Como muitos sabem, a capital da Inglaterra é cortada por um grandioso rio chamado River Thames, para nós, simplesmente Rio Tâmisa. Por mais de um século, os londrinos vêm convivendo com o árduo desafio de revitalizar o poluído Tâmisa, para onde, historicamente, confluíam os dejetos da cidade, pela inexistência de redes de esgoto. O problema dos esgotos parece ter sido resolvido, mas os vestígios da poluição do rio ainda permanecem.
Distante cerca de 9 mil km da capital inglesa, Recife também convive com o problema da poluição dos rios, que lentamente vai matando os nossos Capibaribe e Beberibe, além dos canais e córregos que cruzam a nossa bela cidade - que, aliás, nos enche (ou nos enchia) de orgulho com o título de Veneza Brasileira, pela maravilhosa geografia fluvial e hídrica que a agracia.
O que distingue os londrinos dos recifenses, no entanto, é a consciência e o empenho que os demovem de suas cômodas "poltronas" para, literalmente, "enfiarem o pé na lama", premidos pelo nobre desejo de salvar o belo e sofrido Tâmisa, conforme demonstra o site da ONG Thames21.
Essa constatação nos leva ao inexorável questionamento: o que estamos fazendo por nossos rios? Ou, em termos práticos, qual o plano de ação traçado pelas autoridades competentes para limpar e revitalizar as águas de nossa cidade?
Não me venham, por favor, com a simplória, previsível e, porque não dizer, ingênua justificativa de que "a culpa é do povo, que suja os rios e canais", pois que o povo precisa de educação, isso é fato, mas a Constituição Federal, em seu art. 205, diz que a educação é direito de todos "e dever do Estado e da família", devendo "ser promovida e incentivada com a colaboração da sociedade, visando ao pleno desenvolvimento da pessoa, seu preparo para o exercício da cidadania e sua qualificação para o trabalho".

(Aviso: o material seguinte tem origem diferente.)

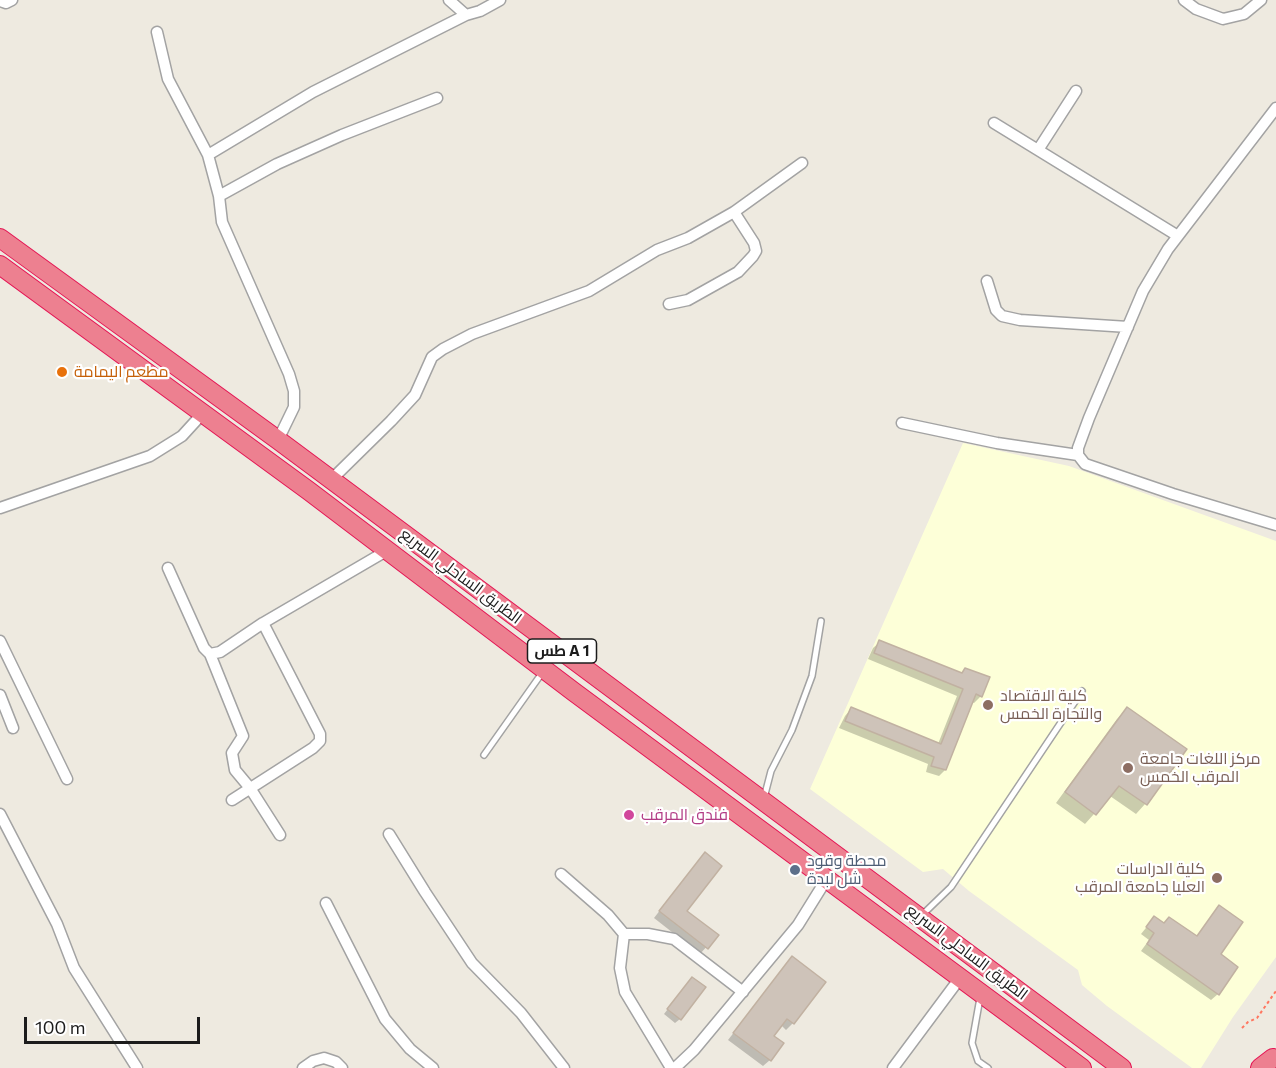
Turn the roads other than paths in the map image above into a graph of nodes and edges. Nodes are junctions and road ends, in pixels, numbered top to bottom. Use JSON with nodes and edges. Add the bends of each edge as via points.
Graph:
{"nodes":[{"id":1,"x":12,"y":0,"type":"edge"},
{"id":2,"x":449,"y":0,"type":"edge"},
{"id":3,"x":500,"y":0,"type":"edge"},
{"id":4,"x":1184,"y":0,"type":"edge"},
{"id":5,"x":1261,"y":0,"type":"edge"},
{"id":6,"x":0,"y":1,"type":"edge"},
{"id":7,"x":466,"y":15,"type":"junction"},
{"id":8,"x":157,"y":32,"type":"dead end"},
{"id":9,"x":1076,"y":91,"type":"dead end"},
{"id":10,"x":437,"y":98,"type":"dead end"},
{"id":11,"x":1276,"y":108,"type":"edge"},
{"id":12,"x":994,"y":123,"type":"dead end"},
{"id":13,"x":1038,"y":150,"type":"junction"},
{"id":14,"x":208,"y":155,"type":"junction"},
{"id":15,"x":802,"y":163,"type":"dead end"},
{"id":16,"x":219,"y":196,"type":"junction"},
{"id":17,"x":734,"y":212,"type":"junction"},
{"id":18,"x":1178,"y":236,"type":"junction"},
{"id":19,"x":0,"y":238,"type":"edge"},
{"id":20,"x":0,"y":265,"type":"edge"},
{"id":21,"x":987,"y":281,"type":"dead end"},
{"id":22,"x":669,"y":304,"type":"dead end"},
{"id":23,"x":1128,"y":327,"type":"junction"},
{"id":24,"x":203,"y":413,"type":"junction"},
{"id":25,"x":902,"y":423,"type":"dead end"},
{"id":26,"x":278,"y":440,"type":"junction"},
{"id":27,"x":1078,"y":455,"type":"junction"},
{"id":28,"x":331,"y":480,"type":"junction"},
{"id":29,"x":0,"y":508,"type":"edge"},
{"id":30,"x":1276,"y":525,"type":"edge"},
{"id":31,"x":388,"y":550,"type":"junction"},
{"id":32,"x":168,"y":568,"type":"dead end"},
{"id":33,"x":821,"y":621,"type":"dead end"},
{"id":34,"x":263,"y":623,"type":"junction"},
{"id":35,"x":0,"y":641,"type":"edge"},
{"id":36,"x":210,"y":654,"type":"junction"},
{"id":37,"x":544,"y":670,"type":"junction"},
{"id":38,"x":1082,"y":691,"type":"dead end"},
{"id":39,"x":0,"y":695,"type":"edge"},
{"id":40,"x":13,"y":728,"type":"dead end"},
{"id":41,"x":484,"y":755,"type":"dead end"},
{"id":42,"x":67,"y":779,"type":"dead end"},
{"id":43,"x":250,"y":788,"type":"junction"},
{"id":44,"x":232,"y":800,"type":"dead end"},
{"id":45,"x":763,"y":801,"type":"junction"},
{"id":46,"x":0,"y":814,"type":"edge"},
{"id":47,"x":389,"y":834,"type":"dead end"},
{"id":48,"x":280,"y":835,"type":"dead end"},
{"id":49,"x":561,"y":874,"type":"dead end"},
{"id":50,"x":826,"y":880,"type":"junction"},
{"id":51,"x":326,"y":903,"type":"dead end"},
{"id":52,"x":920,"y":918,"type":"junction"},
{"id":53,"x":624,"y":934,"type":"junction"},
{"id":54,"x":960,"y":978,"type":"junction"},
{"id":55,"x":743,"y":992,"type":"junction"},
{"id":56,"x":981,"y":993,"type":"junction"},
{"id":57,"x":137,"y":1068,"type":"edge"},
{"id":58,"x":303,"y":1068,"type":"edge"},
{"id":59,"x":342,"y":1068,"type":"edge"},
{"id":60,"x":434,"y":1068,"type":"edge"},
{"id":61,"x":564,"y":1068,"type":"edge"},
{"id":62,"x":673,"y":1068,"type":"edge"},
{"id":63,"x":893,"y":1068,"type":"edge"},
{"id":64,"x":988,"y":1068,"type":"edge"},
{"id":65,"x":1082,"y":1068,"type":"edge"},
{"id":66,"x":1122,"y":1068,"type":"edge"}],
"edges":[{"from":1,"to":6,"type":"street"},
{"from":2,"to":7,"type":"street"},
{"from":3,"to":7,"type":"street"},
{"from":4,"to":5,"type":"street","via":[[1223,19],[1244,14]]},
{"from":7,"to":14,"type":"street","via":[[313,92]]},
{"from":8,"to":14,"type":"street","via":[[168,79]]},
{"from":9,"to":13,"type":"street"},
{"from":10,"to":16,"type":"street","via":[[277,164]]},
{"from":11,"to":18,"type":"street"},
{"from":12,"to":13,"type":"street"},
{"from":13,"to":18,"type":"street"},
{"from":14,"to":16,"type":"street"},
{"from":15,"to":17,"type":"street"},
{"from":16,"to":26,"type":"street","via":[[222,222],[294,391],[294,407]]},
{"from":17,"to":22,"type":"street","via":[[754,243],[753,256],[738,272],[688,300]]},
{"from":17,"to":28,"type":"street","via":[[657,250],[589,291],[442,349],[432,357],[415,395]]},
{"from":18,"to":23,"type":"street","via":[[1143,291]]},
{"from":19,"to":26,"type":"highway","name":"الطريق الساحلي السريع","number":"طس A 1"},
{"from":20,"to":24,"type":"highway","name":"الطريق الساحلي السريع","number":"طس A 1"},
{"from":21,"to":23,"type":"street","via":[[996,310],[1002,316]]},
{"from":23,"to":27,"type":"street","via":[[1089,418]]},
{"from":24,"to":29,"type":"street","via":[[182,436],[150,456]]},
{"from":24,"to":31,"type":"highway","name":"الطريق الساحلي السريع","number":"طس A 1"},
{"from":25,"to":27,"type":"street"},
{"from":26,"to":28,"type":"highway","name":"الطريق الساحلي السريع","number":"طس A 1"},
{"from":27,"to":30,"type":"street","via":[[1085,464],[1124,478]]},
{"from":28,"to":45,"type":"highway","name":"الطريق الساحلي السريع","number":"طس A 1"},
{"from":31,"to":34,"type":"street"},
{"from":31,"to":37,"type":"highway","name":"الطريق الساحلي السريع","number":"طس A 1"},
{"from":32,"to":36,"type":"street"},
{"from":33,"to":45,"type":"lane","via":[[812,676],[792,730],[771,771]]},
{"from":34,"to":36,"type":"street","via":[[220,652]]},
{"from":34,"to":43,"type":"street","via":[[320,734],[320,741]]},
{"from":35,"to":42,"type":"street"},
{"from":36,"to":43,"type":"street","via":[[243,736],[232,753],[232,761]]},
{"from":37,"to":41,"type":"lane"},
{"from":37,"to":50,"type":"highway","name":"الطريق الساحلي السريع","number":"طس A 1"},
{"from":38,"to":52,"type":"lane","via":[[951,886]]},
{"from":39,"to":40,"type":"street"},
{"from":43,"to":44,"type":"street"},
{"from":43,"to":48,"type":"street"},
{"from":45,"to":52,"type":"highway","name":"الطريق الساحلي السريع","number":"طس A 1"},
{"from":46,"to":57,"type":"street","via":[[57,924],[74,968]]},
{"from":47,"to":61,"type":"street","via":[[472,963],[521,1013]]},
{"from":49,"to":53,"type":"street"},
{"from":50,"to":54,"type":"highway","name":"الطريق الساحلي السريع","number":"طس A 1"},
{"from":50,"to":55,"type":"street","via":[[798,925]]},
{"from":51,"to":60,"type":"street","via":[[385,1018],[410,1049]]},
{"from":52,"to":66,"type":"highway","name":"الطريق الساحلي السريع","number":"طس A 1"},
{"from":53,"to":55,"type":"street","via":[[674,939]]},
{"from":53,"to":62,"type":"street","via":[[620,968],[625,992]]},
{"from":54,"to":56,"type":"highway","name":"الطريق الساحلي السريع","number":"طس A 1"},
{"from":54,"to":63,"type":"street"},
{"from":55,"to":62,"type":"street","via":[[694,1050]]},
{"from":56,"to":64,"type":"lane","via":[[972,1043],[978,1060]]},
{"from":56,"to":65,"type":"highway","name":"الطريق الساحلي السريع","number":"طس A 1"},
{"from":58,"to":59,"type":"street","via":[[324,1058]]}]}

Recordo que nossas belas praias urbanas nem sempre foram tão limpas como são hoje. Muitos aqui devem lembrar que há não mais que quinze anos convivíamos com o lixo e a sujeira em suas brancas areias. No entanto, programa do governo municipal, como o que originou o jingle Vamos manter a praia limpa, jogando o lixo no saquinho vem apresentando bons resultados. Seria porque o turista frequenta mais a praia do que os rios e canais? Se for simplesmente por isso, registro mais uma vez o nosso comodismo e falta de visão empreendedora, pois qualquer país no mundo agraciado por tamanha beleza, jamais desprezaria seu potencial natural, sem investir fortemente nele com o objetivo de promover o desenvolvimento local.
Mas a questão não passa apenas pelo apelo turístico, desenvolvimentista ou paisagístico, por si só já justificadores da efetiva ação das autoridades locais. A questão é muito mais ampla, relaciona-se com o respeito ao meio ambiente, com o reconhecimento de que as águas não são objetos descartáveis, mas organismos vivos e mantenedores da vida.
Enquanto não despertarmos essa consciência, e não nos depusermos do nosso ilusório "conforto", para decidida e organizadamente exigirmos das autoridades públicas ações efetivas, inclusive "enfiando o pé na lama", se preciso, como o fazem os londrinos, não podemos nos comparar a um "povo desenvolvido", pois desenvolvimento decorre do exercício da cidadania. E água limpa é direito de todo ser vivo, não só do homem.